=== Exercise inputs ===
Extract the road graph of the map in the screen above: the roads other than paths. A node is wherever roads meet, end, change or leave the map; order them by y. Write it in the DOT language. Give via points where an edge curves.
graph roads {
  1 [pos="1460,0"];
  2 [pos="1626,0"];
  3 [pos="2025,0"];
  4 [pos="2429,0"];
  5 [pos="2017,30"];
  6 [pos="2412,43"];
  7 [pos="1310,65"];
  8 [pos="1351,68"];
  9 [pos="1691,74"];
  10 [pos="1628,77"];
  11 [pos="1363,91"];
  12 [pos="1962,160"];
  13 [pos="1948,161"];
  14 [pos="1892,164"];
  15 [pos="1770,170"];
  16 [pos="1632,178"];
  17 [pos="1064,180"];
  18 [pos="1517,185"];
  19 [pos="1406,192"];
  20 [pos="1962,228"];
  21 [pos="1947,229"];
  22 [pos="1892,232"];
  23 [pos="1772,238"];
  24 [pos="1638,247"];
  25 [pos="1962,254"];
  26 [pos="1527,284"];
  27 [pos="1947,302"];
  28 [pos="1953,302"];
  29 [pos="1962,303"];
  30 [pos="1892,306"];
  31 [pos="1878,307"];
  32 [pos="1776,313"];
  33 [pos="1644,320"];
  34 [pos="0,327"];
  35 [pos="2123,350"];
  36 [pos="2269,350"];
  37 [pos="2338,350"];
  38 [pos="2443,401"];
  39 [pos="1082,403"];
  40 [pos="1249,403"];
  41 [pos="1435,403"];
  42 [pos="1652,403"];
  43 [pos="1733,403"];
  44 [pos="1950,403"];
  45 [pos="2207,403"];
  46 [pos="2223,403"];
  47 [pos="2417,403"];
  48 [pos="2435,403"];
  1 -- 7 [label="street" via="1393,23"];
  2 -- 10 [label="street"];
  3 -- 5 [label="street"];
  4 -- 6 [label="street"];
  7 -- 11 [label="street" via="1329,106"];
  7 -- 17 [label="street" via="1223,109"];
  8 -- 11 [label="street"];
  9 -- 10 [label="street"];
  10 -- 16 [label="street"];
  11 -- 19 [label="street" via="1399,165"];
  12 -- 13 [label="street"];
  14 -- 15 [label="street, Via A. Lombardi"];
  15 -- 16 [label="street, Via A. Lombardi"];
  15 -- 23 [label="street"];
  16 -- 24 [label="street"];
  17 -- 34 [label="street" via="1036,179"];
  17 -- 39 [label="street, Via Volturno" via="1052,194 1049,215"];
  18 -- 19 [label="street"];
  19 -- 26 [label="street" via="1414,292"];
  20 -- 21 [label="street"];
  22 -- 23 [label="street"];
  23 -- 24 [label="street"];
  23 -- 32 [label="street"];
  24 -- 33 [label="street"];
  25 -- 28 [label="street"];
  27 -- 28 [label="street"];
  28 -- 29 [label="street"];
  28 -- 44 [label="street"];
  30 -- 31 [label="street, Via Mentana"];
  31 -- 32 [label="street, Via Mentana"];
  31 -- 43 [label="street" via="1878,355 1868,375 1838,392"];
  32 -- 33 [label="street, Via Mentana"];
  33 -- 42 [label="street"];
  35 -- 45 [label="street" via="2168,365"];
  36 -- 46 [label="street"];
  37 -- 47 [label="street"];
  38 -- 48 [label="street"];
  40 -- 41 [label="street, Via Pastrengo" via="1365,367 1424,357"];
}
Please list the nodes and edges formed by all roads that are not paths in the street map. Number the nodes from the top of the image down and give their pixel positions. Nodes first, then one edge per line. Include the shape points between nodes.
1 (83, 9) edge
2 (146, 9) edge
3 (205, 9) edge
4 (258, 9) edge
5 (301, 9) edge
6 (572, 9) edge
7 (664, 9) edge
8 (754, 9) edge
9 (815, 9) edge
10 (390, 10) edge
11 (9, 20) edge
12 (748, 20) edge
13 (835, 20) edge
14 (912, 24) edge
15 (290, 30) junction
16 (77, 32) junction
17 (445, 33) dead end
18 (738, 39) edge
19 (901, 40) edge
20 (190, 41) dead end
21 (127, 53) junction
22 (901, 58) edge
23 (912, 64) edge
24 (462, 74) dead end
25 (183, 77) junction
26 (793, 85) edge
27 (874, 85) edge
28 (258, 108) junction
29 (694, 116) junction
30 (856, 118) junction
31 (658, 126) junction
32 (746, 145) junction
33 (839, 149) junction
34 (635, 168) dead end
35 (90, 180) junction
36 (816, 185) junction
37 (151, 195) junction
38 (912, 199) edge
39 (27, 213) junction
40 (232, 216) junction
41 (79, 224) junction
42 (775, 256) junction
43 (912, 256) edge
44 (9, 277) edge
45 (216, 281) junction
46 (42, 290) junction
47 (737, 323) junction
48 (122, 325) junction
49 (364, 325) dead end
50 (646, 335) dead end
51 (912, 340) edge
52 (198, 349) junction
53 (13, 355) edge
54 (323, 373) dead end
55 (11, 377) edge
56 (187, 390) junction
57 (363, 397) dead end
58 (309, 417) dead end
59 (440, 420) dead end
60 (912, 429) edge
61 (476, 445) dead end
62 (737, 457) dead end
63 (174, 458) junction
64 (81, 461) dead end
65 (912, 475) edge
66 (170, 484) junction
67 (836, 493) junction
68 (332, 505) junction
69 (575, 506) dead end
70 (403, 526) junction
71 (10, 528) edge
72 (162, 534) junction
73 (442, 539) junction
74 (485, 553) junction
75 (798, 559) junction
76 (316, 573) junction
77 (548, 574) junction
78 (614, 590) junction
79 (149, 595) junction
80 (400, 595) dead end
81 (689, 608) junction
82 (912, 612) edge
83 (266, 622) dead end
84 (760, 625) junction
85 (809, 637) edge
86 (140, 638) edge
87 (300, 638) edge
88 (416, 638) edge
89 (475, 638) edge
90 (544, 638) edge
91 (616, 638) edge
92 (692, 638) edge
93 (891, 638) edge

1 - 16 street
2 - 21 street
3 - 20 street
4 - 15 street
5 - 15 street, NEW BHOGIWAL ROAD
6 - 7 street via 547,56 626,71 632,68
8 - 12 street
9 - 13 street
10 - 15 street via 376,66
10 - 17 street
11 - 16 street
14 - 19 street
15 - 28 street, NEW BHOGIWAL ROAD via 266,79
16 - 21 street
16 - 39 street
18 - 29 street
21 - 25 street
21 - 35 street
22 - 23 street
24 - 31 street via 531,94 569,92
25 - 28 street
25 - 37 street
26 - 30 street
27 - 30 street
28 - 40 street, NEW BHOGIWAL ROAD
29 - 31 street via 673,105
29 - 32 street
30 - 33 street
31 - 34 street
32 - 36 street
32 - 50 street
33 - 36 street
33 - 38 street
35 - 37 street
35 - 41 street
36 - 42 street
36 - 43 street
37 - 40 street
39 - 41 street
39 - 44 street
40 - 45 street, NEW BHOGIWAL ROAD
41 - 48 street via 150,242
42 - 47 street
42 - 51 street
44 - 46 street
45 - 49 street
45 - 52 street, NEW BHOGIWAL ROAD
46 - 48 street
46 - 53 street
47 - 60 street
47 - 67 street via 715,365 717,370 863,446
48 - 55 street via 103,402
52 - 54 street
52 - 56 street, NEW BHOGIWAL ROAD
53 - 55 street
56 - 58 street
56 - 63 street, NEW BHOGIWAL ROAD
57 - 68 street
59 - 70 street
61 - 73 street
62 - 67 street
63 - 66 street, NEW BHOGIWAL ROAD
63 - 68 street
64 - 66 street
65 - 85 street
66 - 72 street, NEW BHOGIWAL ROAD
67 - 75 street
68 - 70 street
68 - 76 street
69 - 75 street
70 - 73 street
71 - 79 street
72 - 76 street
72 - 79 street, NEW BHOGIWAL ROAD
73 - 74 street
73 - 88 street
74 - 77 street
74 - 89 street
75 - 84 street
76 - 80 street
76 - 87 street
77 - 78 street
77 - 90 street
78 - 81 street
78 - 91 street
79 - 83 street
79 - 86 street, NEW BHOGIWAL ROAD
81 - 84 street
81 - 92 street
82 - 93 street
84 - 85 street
===
** What needs to be done **
All lines with the string "graph" must be copied from the data.

** Solution for this task **
Extract the road graph of the map in the screen above: the roads other than paths. A node is wherever roads meet, end, change or leave the map; order them by y. Write it in the DOT language. Give via points where an edge curves.
graph roads {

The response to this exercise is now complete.